(Beginning of Data for processing)

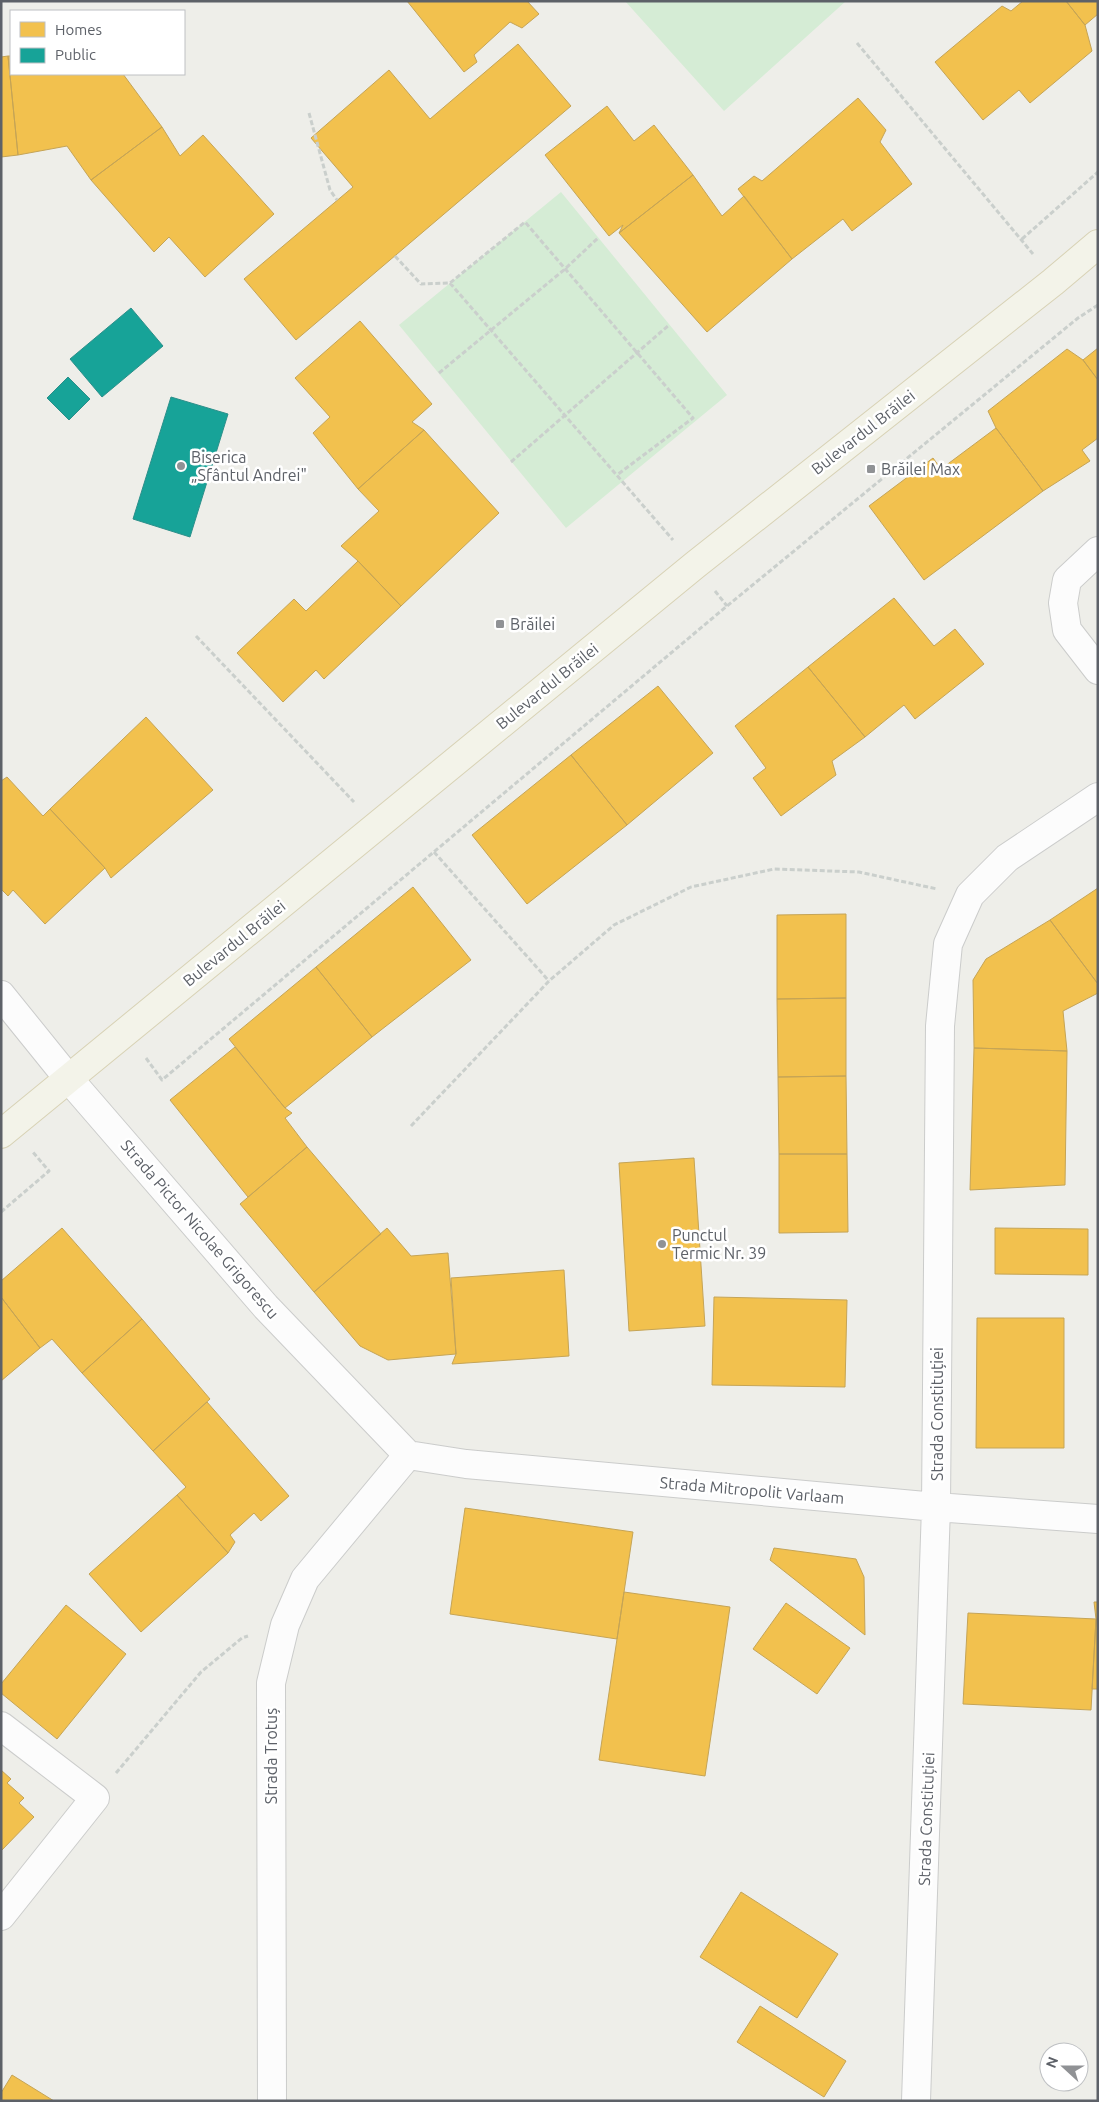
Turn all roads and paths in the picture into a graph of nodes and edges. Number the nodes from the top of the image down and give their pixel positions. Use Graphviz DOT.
graph roads {
  1 [pos="857,43"];
  2 [pos="309,113"];
  3 [pos="1098,172"];
  4 [pos="337,200"];
  5 [pos="598,238"];
  6 [pos="1098,244"];
  7 [pos="396,256"];
  8 [pos="566,269"];
  9 [pos="450,283"];
  10 [pos="1098,305"];
  11 [pos="669,325"];
  12 [pos="492,330"];
  13 [pos="637,353"];
  14 [pos="439,373"];
  15 [pos="565,415"];
  16 [pos="511,462"];
  17 [pos="617,475"];
  18 [pos="1098,551"];
  19 [pos="695,565"];
  20 [pos="196,636"];
  21 [pos="1098,670"];
  22 [pos="1098,797"];
  23 [pos="377,826"];
  24 [pos="434,852"];
  25 [pos="970,895"];
  26 [pos="549,981"];
  27 [pos="1,995"];
  28 [pos="68,1078"];
  29 [pos="162,1080"];
  30 [pos="411,1126"];
  31 [pos="1,1134"];
  32 [pos="49,1171"];
  33 [pos="1,1212"];
  34 [pos="408,1454"];
  35 [pos="936,1507"];
  36 [pos="1098,1519"];
  37 [pos="284,1624"];
  38 [pos="1,1726"];
  39 [pos="95,1798"];
  40 [pos="1,1916"];
  41 [pos="272,2101"];
  42 [pos="916,2101"];
  1 -- 3 [label="path"];
  2 -- 4 [label="path"];
  5 -- 8 [label="path"];
  6 -- 19 [label="main road, Bulevardul Brăilei"];
  7 -- 9 [label="path"];
  8 -- 9 [label="path"];
  8 -- 12 [label="path"];
  8 -- 13 [label="path"];
  9 -- 12 [label="path"];
  10 -- 24 [label="path"];
  11 -- 13 [label="path"];
  12 -- 14 [label="path"];
  12 -- 15 [label="path"];
  13 -- 15 [label="path"];
  13 -- 17 [label="path"];
  15 -- 16 [label="path"];
  15 -- 17 [label="path"];
  17 -- 19 [label="path"];
  18 -- 21 [label="street"];
  19 -- 23 [label="main road, Bulevardul Brăilei"];
  20 -- 23 [label="path"];
  22 -- 25 [label="street, Strada Constituției"];
  23 -- 28 [label="main road, Bulevardul Brăilei"];
  24 -- 26 [label="path"];
  24 -- 29 [label="path"];
  25 -- 26 [label="path"];
  25 -- 35 [label="street, Strada Constituției"];
  26 -- 30 [label="path"];
  27 -- 28 [label="street, Strada Pictor Nicolae Grigorescu"];
  28 -- 31 [label="main road, Bulevardul Brăilei"];
  28 -- 34 [label="street, Strada Pictor Nicolae Grigorescu"];
  32 -- 33 [label="path"];
  34 -- 35 [label="street, Strada Mitropolit Varlaam"];
  34 -- 37 [label="street, Strada Trotuș"];
  35 -- 36 [label="street, Strada Mitropolit Varlaam"];
  35 -- 42 [label="street, Strada Constituției"];
  37 -- 39 [label="path"];
  37 -- 41 [label="street, Strada Trotuș"];
  38 -- 39 [label="street"];
  39 -- 40 [label="street"];
}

(End of Data for processing)

[Assignment] From the records above, pull every line that has the string "Grigorescu" and copy it.

[Final answer]
  27 -- 28 [label="street, Strada Pictor Nicolae Grigorescu"];
  28 -- 34 [label="street, Strada Pictor Nicolae Grigorescu"];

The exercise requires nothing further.